Thursday, December 26, 2013

42 Grandchildren for 100 Grandparents

Mark Steyn nails the demographic problem behind recent financial crises.  He points out that in Greece there are only 42 grandchildren for every 100 grandparents.  In such a society, who will pay for the pensions of the not so elderly? (Many Greeks retire at 50.)  Some key quotes:
Look at it another way: Banks are a mechanism by which old people with capital lend to young people with energy and ideas. The Western world has now inverted the concept. If 100 geezers run up a bazillion dollars' worth of debt, is it likely that 42 youngsters will ever be able to pay it off?
. . .
If the problem with socialism is, as Mrs.
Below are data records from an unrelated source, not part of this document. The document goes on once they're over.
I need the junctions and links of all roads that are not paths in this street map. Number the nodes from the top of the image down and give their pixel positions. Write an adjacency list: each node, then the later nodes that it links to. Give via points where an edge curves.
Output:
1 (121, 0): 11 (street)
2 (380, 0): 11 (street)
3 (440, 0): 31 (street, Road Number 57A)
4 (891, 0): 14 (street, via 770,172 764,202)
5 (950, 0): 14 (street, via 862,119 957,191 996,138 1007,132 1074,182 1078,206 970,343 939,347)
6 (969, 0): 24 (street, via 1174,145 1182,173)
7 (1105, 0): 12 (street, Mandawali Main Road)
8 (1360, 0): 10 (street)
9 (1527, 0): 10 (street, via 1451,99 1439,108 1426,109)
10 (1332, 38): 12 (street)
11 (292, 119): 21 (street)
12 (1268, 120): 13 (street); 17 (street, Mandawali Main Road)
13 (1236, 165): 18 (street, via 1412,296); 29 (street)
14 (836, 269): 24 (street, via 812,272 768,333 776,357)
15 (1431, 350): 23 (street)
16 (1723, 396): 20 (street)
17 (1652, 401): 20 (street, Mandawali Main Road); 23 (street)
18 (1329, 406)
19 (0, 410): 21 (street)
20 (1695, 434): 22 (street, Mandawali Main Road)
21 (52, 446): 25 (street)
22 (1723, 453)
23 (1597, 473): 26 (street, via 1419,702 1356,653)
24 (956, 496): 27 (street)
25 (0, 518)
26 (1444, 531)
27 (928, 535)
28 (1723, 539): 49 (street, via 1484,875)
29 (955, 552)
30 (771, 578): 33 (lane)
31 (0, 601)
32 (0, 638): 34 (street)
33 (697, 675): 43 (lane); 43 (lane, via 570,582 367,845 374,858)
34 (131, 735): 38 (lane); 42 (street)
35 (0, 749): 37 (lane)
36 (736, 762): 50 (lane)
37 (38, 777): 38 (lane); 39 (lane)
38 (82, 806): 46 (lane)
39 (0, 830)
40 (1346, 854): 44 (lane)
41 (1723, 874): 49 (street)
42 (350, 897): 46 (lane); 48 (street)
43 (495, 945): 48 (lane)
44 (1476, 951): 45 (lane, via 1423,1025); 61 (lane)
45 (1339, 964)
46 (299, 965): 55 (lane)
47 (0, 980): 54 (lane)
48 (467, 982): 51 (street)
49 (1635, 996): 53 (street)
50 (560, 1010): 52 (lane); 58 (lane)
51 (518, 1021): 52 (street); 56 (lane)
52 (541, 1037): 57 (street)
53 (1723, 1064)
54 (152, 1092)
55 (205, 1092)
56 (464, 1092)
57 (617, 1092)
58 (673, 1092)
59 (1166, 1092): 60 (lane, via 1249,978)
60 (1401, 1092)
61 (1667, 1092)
Thatcher says, that eventually you run out of other people's money, much of the West has advanced to the next stage: it's run out of other people, period.
. . .
The notion of life as a self-growth experience is more radical than it sounds. For most of human history, functioning societies have honored the long run: It's why millions of people have children, build houses, plant trees, start businesses, make wills, put up beautiful churches in ordinary villages, fight and, if necessary, die for your country.
My friend KT would look at the problem as having its roots in our culture, much like Steyn does.  I am not so sure, because this demographic trend seems a feature of post-industrial economies.  Russia, Japan, China and Germany all have this problem.  India does not, but it has not pulled most of its people out of poverty yet.  America's demographic problem has been mitigated by immigration from poor countries.

The subject of how subsidies and immigration policy affect birth rate are subject for another day.  Suffice to say that cradle to grave "safety nets" create disincentives to having children to take care of us in our old age.